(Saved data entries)
======

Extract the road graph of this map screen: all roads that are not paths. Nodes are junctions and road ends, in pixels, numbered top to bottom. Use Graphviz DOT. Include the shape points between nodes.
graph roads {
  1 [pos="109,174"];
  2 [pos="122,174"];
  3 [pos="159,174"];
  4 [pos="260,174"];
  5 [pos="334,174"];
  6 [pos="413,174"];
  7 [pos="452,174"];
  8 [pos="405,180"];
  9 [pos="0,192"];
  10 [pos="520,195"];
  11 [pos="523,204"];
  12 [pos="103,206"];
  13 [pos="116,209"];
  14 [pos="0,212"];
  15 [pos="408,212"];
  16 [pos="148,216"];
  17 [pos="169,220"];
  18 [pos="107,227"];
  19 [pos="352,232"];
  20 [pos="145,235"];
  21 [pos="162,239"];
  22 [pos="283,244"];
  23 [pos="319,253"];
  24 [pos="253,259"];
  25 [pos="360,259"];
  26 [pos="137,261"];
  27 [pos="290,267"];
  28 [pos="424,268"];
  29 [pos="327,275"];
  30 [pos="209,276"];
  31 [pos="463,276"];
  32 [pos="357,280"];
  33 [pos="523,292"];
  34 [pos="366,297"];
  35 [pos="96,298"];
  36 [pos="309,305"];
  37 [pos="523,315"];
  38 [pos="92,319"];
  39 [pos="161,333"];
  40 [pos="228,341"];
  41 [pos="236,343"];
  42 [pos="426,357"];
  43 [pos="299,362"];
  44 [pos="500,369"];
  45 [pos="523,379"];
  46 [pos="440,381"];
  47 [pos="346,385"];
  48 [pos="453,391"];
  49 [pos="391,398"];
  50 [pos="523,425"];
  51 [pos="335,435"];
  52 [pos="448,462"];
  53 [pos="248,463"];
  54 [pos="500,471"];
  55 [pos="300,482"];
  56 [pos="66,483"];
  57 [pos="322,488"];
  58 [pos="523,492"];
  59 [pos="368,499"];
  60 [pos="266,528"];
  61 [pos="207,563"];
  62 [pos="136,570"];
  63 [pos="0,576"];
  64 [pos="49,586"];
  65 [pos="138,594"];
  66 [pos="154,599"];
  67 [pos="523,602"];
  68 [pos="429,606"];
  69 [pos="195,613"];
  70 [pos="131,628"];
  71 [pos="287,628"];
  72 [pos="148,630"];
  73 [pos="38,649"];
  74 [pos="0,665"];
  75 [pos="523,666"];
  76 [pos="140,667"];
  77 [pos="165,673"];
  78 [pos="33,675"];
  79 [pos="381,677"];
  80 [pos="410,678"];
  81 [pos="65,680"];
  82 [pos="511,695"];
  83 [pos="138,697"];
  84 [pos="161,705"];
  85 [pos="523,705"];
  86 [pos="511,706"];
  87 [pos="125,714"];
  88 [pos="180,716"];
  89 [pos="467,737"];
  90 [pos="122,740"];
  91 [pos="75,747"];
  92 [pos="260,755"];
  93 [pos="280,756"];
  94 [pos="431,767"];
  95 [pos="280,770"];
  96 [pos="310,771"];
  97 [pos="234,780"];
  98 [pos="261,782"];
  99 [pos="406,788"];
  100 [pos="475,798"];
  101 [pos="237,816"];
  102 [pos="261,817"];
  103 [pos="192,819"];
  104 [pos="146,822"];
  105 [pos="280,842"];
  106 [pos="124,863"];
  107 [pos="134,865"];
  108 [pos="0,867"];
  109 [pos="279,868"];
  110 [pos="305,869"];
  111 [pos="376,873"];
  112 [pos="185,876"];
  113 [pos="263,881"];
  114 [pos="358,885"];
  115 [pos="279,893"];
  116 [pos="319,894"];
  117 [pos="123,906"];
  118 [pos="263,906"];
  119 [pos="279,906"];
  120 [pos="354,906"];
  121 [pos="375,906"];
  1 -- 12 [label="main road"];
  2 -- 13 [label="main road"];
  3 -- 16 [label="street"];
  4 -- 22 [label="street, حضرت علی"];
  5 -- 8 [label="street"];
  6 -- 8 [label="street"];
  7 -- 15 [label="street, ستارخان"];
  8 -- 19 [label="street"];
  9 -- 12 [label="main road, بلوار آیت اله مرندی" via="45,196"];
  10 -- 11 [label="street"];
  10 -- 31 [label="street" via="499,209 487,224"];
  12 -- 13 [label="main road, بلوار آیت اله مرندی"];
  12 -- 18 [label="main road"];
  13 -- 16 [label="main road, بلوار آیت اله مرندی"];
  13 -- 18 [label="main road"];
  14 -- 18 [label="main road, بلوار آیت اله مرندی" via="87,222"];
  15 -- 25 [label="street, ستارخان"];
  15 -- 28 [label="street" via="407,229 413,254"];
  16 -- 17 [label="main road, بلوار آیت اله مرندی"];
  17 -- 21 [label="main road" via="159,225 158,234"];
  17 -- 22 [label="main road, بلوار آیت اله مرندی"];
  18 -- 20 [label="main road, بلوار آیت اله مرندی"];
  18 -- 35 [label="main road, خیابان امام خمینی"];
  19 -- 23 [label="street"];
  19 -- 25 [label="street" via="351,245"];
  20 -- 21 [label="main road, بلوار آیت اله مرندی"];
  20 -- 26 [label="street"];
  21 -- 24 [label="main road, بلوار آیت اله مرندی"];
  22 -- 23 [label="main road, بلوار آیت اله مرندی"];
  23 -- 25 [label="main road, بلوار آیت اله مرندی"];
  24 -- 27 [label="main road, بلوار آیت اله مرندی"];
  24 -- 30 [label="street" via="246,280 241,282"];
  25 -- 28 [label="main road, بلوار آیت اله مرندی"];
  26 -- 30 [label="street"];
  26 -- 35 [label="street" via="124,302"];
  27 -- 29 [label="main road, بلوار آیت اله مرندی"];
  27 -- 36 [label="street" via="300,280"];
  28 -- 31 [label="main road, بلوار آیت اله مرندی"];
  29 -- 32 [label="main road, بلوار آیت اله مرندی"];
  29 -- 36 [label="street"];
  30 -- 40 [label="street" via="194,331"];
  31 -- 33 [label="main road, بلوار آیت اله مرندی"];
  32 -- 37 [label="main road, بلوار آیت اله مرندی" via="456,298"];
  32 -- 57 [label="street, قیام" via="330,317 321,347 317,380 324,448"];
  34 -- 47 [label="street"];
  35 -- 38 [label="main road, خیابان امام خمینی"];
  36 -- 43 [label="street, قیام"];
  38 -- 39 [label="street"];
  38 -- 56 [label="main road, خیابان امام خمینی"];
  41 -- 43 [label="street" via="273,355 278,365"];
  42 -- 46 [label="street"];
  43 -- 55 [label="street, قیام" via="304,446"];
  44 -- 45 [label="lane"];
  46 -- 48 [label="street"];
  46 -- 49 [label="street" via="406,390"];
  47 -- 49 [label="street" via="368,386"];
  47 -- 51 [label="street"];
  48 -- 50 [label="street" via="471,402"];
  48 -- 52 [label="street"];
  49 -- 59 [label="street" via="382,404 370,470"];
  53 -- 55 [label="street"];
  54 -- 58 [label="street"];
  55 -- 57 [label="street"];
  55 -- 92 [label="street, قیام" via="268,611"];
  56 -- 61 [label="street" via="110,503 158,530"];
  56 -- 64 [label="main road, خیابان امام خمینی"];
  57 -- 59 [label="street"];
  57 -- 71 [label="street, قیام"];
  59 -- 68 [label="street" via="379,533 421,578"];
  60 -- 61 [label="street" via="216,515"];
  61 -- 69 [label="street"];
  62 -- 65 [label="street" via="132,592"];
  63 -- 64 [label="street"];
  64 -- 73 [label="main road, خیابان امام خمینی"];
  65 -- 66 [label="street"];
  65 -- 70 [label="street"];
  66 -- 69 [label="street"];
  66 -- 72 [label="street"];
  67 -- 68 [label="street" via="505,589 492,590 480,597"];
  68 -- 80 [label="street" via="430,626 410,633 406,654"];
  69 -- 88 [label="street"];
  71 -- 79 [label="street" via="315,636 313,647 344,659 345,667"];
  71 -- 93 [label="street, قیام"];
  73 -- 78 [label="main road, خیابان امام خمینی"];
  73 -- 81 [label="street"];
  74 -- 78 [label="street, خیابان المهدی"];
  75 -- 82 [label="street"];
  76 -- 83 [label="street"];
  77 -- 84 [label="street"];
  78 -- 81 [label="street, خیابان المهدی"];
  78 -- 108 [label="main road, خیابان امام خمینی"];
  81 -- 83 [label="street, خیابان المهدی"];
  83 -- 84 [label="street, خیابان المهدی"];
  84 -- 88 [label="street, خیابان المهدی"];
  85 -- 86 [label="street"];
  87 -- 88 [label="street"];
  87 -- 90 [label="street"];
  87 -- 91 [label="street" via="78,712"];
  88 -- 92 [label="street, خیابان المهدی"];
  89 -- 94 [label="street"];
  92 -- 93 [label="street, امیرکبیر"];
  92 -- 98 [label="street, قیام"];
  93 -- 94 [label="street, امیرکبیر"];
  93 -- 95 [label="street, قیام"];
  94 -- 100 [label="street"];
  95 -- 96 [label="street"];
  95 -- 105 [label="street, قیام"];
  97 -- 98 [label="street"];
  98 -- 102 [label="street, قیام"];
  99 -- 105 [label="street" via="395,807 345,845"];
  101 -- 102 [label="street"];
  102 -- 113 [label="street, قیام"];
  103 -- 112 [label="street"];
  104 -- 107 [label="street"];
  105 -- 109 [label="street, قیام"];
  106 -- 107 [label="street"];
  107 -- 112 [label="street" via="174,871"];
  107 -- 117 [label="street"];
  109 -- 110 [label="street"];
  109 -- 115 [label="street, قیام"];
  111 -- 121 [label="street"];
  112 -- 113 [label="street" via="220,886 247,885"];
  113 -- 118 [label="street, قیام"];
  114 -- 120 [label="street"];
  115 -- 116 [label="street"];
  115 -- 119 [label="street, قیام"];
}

======

**What you should do:**
For the records above, count the lines that contain the word "امام" and give only that number.

**Result of this exercise:**
7